▶ _Activity_
Restate every record exactly, with nothing skipped.

____________

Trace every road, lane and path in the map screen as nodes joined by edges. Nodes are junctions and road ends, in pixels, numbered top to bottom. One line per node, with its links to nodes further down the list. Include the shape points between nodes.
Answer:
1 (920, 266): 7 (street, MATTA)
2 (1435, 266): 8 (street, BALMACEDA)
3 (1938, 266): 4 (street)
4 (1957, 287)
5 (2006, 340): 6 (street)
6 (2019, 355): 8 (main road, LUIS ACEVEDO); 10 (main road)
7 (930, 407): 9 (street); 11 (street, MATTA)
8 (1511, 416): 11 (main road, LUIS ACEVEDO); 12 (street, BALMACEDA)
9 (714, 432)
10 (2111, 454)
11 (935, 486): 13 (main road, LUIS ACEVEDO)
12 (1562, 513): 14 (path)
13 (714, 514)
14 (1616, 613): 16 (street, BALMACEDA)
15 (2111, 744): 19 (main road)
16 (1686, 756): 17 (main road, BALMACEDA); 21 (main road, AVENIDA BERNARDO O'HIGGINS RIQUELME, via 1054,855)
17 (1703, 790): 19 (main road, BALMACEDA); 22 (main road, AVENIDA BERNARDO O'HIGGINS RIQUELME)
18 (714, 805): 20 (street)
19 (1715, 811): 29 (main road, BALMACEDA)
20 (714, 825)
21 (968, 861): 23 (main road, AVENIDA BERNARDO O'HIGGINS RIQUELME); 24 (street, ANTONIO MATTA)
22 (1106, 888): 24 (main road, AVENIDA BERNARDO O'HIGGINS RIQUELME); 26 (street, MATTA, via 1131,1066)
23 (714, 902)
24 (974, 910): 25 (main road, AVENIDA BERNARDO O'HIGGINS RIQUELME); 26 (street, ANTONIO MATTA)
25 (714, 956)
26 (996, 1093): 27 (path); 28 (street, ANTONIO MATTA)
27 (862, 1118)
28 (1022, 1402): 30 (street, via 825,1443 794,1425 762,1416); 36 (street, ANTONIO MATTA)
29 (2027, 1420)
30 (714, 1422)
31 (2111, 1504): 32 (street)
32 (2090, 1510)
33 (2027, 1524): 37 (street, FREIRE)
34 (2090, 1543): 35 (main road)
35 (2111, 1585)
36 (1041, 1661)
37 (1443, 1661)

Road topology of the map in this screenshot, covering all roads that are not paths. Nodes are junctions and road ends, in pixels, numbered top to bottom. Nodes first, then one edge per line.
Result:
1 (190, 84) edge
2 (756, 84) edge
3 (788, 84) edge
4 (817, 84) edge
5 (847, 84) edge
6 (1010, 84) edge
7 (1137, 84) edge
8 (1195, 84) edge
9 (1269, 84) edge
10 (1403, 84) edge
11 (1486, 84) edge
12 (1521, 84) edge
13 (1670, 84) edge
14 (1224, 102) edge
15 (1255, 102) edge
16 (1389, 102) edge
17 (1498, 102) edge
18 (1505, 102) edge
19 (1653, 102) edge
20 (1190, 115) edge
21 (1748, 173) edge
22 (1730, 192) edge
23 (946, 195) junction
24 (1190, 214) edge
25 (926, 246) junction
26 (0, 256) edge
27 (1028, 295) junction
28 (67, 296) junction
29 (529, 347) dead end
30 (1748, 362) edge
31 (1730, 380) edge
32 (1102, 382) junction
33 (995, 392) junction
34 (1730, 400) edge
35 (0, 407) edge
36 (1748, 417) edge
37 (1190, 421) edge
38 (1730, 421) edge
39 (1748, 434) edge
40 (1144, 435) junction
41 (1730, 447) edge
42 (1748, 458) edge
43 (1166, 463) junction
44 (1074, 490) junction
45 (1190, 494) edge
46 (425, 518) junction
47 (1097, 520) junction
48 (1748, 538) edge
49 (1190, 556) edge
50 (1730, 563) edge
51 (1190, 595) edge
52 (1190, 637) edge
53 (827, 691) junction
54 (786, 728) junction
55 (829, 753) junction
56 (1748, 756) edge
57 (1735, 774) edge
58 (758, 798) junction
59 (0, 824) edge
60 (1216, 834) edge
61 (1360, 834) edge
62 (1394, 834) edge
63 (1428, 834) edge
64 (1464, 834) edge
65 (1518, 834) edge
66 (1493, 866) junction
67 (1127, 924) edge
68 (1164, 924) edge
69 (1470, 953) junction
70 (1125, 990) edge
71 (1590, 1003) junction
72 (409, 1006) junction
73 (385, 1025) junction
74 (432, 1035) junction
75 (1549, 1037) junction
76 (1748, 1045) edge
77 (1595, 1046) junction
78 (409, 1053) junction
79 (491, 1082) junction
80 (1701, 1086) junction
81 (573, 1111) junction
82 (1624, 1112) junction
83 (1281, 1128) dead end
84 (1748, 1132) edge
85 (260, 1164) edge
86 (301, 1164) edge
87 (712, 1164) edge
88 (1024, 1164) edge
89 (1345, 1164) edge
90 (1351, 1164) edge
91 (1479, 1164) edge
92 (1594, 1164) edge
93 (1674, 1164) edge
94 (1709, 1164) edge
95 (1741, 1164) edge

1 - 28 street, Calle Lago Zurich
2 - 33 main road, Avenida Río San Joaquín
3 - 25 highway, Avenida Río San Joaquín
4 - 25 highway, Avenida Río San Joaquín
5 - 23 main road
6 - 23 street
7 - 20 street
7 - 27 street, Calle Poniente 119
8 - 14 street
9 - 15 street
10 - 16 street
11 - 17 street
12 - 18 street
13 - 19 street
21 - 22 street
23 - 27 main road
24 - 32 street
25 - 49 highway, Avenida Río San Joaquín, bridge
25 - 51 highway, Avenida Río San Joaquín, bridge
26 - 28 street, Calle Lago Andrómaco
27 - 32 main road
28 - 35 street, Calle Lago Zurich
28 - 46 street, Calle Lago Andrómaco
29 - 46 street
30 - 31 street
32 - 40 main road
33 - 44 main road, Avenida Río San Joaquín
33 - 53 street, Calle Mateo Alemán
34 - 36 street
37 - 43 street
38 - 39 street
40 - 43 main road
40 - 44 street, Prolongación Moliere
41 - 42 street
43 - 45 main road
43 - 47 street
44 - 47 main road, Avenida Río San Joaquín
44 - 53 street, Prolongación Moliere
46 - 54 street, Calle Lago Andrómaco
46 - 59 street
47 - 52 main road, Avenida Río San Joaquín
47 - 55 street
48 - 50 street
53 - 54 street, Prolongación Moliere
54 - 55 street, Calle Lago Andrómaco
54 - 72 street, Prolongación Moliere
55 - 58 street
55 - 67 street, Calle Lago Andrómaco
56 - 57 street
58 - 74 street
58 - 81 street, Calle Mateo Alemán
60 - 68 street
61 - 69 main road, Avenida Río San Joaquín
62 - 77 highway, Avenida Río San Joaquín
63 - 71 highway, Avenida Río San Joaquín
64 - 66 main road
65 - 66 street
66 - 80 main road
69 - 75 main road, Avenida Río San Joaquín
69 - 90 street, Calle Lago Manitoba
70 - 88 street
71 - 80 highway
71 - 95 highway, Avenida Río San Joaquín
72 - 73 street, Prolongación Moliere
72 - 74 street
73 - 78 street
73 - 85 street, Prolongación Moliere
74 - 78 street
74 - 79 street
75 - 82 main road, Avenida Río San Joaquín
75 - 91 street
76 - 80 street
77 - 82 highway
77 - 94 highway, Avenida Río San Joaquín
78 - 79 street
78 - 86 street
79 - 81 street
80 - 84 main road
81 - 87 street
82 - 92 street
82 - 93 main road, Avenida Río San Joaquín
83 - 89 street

____________

▶ _Written answer_
Trace every road, lane and path in the map screen as nodes joined by edges. Nodes are junctions and road ends, in pixels, numbered top to bottom. One line per node, with its links to nodes further down the list. Include the shape points between nodes.
Answer:
1 (920, 266): 7 (street, MATTA)
2 (1435, 266): 8 (street, BALMACEDA)
3 (1938, 266): 4 (street)
4 (1957, 287)
5 (2006, 340): 6 (street)
6 (2019, 355): 8 (main road, LUIS ACEVEDO); 10 (main road)
7 (930, 407): 9 (street); 11 (street, MATTA)
8 (1511, 416): 11 (main road, LUIS ACEVEDO); 12 (street, BALMACEDA)
9 (714, 432)
10 (2111, 454)
11 (935, 486): 13 (main road, LUIS ACEVEDO)
12 (1562, 513): 14 (path)
13 (714, 514)
14 (1616, 613): 16 (street, BALMACEDA)
15 (2111, 744): 19 (main road)
16 (1686, 756): 17 (main road, BALMACEDA); 21 (main road, AVENIDA BERNARDO O'HIGGINS RIQUELME, via 1054,855)
17 (1703, 790): 19 (main road, BALMACEDA); 22 (main road, AVENIDA BERNARDO O'HIGGINS RIQUELME)
18 (714, 805): 20 (street)
19 (1715, 811): 29 (main road, BALMACEDA)
20 (714, 825)
21 (968, 861): 23 (main road, AVENIDA BERNARDO O'HIGGINS RIQUELME); 24 (street, ANTONIO MATTA)
22 (1106, 888): 24 (main road, AVENIDA BERNARDO O'HIGGINS RIQUELME); 26 (street, MATTA, via 1131,1066)
23 (714, 902)
24 (974, 910): 25 (main road, AVENIDA BERNARDO O'HIGGINS RIQUELME); 26 (street, ANTONIO MATTA)
25 (714, 956)
26 (996, 1093): 27 (path); 28 (street, ANTONIO MATTA)
27 (862, 1118)
28 (1022, 1402): 30 (street, via 825,1443 794,1425 762,1416); 36 (street, ANTONIO MATTA)
29 (2027, 1420)
30 (714, 1422)
31 (2111, 1504): 32 (street)
32 (2090, 1510)
33 (2027, 1524): 37 (street, FREIRE)
34 (2090, 1543): 35 (main road)
35 (2111, 1585)
36 (1041, 1661)
37 (1443, 1661)

Road topology of the map in this screenshot, covering all roads that are not paths. Nodes are junctions and road ends, in pixels, numbered top to bottom. Nodes first, then one edge per line.
Result:
1 (190, 84) edge
2 (756, 84) edge
3 (788, 84) edge
4 (817, 84) edge
5 (847, 84) edge
6 (1010, 84) edge
7 (1137, 84) edge
8 (1195, 84) edge
9 (1269, 84) edge
10 (1403, 84) edge
11 (1486, 84) edge
12 (1521, 84) edge
13 (1670, 84) edge
14 (1224, 102) edge
15 (1255, 102) edge
16 (1389, 102) edge
17 (1498, 102) edge
18 (1505, 102) edge
19 (1653, 102) edge
20 (1190, 115) edge
21 (1748, 173) edge
22 (1730, 192) edge
23 (946, 195) junction
24 (1190, 214) edge
25 (926, 246) junction
26 (0, 256) edge
27 (1028, 295) junction
28 (67, 296) junction
29 (529, 347) dead end
30 (1748, 362) edge
31 (1730, 380) edge
32 (1102, 382) junction
33 (995, 392) junction
34 (1730, 400) edge
35 (0, 407) edge
36 (1748, 417) edge
37 (1190, 421) edge
38 (1730, 421) edge
39 (1748, 434) edge
40 (1144, 435) junction
41 (1730, 447) edge
42 (1748, 458) edge
43 (1166, 463) junction
44 (1074, 490) junction
45 (1190, 494) edge
46 (425, 518) junction
47 (1097, 520) junction
48 (1748, 538) edge
49 (1190, 556) edge
50 (1730, 563) edge
51 (1190, 595) edge
52 (1190, 637) edge
53 (827, 691) junction
54 (786, 728) junction
55 (829, 753) junction
56 (1748, 756) edge
57 (1735, 774) edge
58 (758, 798) junction
59 (0, 824) edge
60 (1216, 834) edge
61 (1360, 834) edge
62 (1394, 834) edge
63 (1428, 834) edge
64 (1464, 834) edge
65 (1518, 834) edge
66 (1493, 866) junction
67 (1127, 924) edge
68 (1164, 924) edge
69 (1470, 953) junction
70 (1125, 990) edge
71 (1590, 1003) junction
72 (409, 1006) junction
73 (385, 1025) junction
74 (432, 1035) junction
75 (1549, 1037) junction
76 (1748, 1045) edge
77 (1595, 1046) junction
78 (409, 1053) junction
79 (491, 1082) junction
80 (1701, 1086) junction
81 (573, 1111) junction
82 (1624, 1112) junction
83 (1281, 1128) dead end
84 (1748, 1132) edge
85 (260, 1164) edge
86 (301, 1164) edge
87 (712, 1164) edge
88 (1024, 1164) edge
89 (1345, 1164) edge
90 (1351, 1164) edge
91 (1479, 1164) edge
92 (1594, 1164) edge
93 (1674, 1164) edge
94 (1709, 1164) edge
95 (1741, 1164) edge

1 - 28 street, Calle Lago Zurich
2 - 33 main road, Avenida Río San Joaquín
3 - 25 highway, Avenida Río San Joaquín
4 - 25 highway, Avenida Río San Joaquín
5 - 23 main road
6 - 23 street
7 - 20 street
7 - 27 street, Calle Poniente 119
8 - 14 street
9 - 15 street
10 - 16 street
11 - 17 street
12 - 18 street
13 - 19 street
21 - 22 street
23 - 27 main road
24 - 32 street
25 - 49 highway, Avenida Río San Joaquín, bridge
25 - 51 highway, Avenida Río San Joaquín, bridge
26 - 28 street, Calle Lago Andrómaco
27 - 32 main road
28 - 35 street, Calle Lago Zurich
28 - 46 street, Calle Lago Andrómaco
29 - 46 street
30 - 31 street
32 - 40 main road
33 - 44 main road, Avenida Río San Joaquín
33 - 53 street, Calle Mateo Alemán
34 - 36 street
37 - 43 street
38 - 39 street
40 - 43 main road
40 - 44 street, Prolongación Moliere
41 - 42 street
43 - 45 main road
43 - 47 street
44 - 47 main road, Avenida Río San Joaquín
44 - 53 street, Prolongación Moliere
46 - 54 street, Calle Lago Andrómaco
46 - 59 street
47 - 52 main road, Avenida Río San Joaquín
47 - 55 street
48 - 50 street
53 - 54 street, Prolongación Moliere
54 - 55 street, Calle Lago Andrómaco
54 - 72 street, Prolongación Moliere
55 - 58 street
55 - 67 street, Calle Lago Andrómaco
56 - 57 street
58 - 74 street
58 - 81 street, Calle Mateo Alemán
60 - 68 street
61 - 69 main road, Avenida Río San Joaquín
62 - 77 highway, Avenida Río San Joaquín
63 - 71 highway, Avenida Río San Joaquín
64 - 66 main road
65 - 66 street
66 - 80 main road
69 - 75 main road, Avenida Río San Joaquín
69 - 90 street, Calle Lago Manitoba
70 - 88 street
71 - 80 highway
71 - 95 highway, Avenida Río San Joaquín
72 - 73 street, Prolongación Moliere
72 - 74 street
73 - 78 street
73 - 85 street, Prolongación Moliere
74 - 78 street
74 - 79 street
75 - 82 main road, Avenida Río San Joaquín
75 - 91 street
76 - 80 street
77 - 82 highway
77 - 94 highway, Avenida Río San Joaquín
78 - 79 street
78 - 86 street
79 - 81 street
80 - 84 main road
81 - 87 street
82 - 92 street
82 - 93 main road, Avenida Río San Joaquín
83 - 89 street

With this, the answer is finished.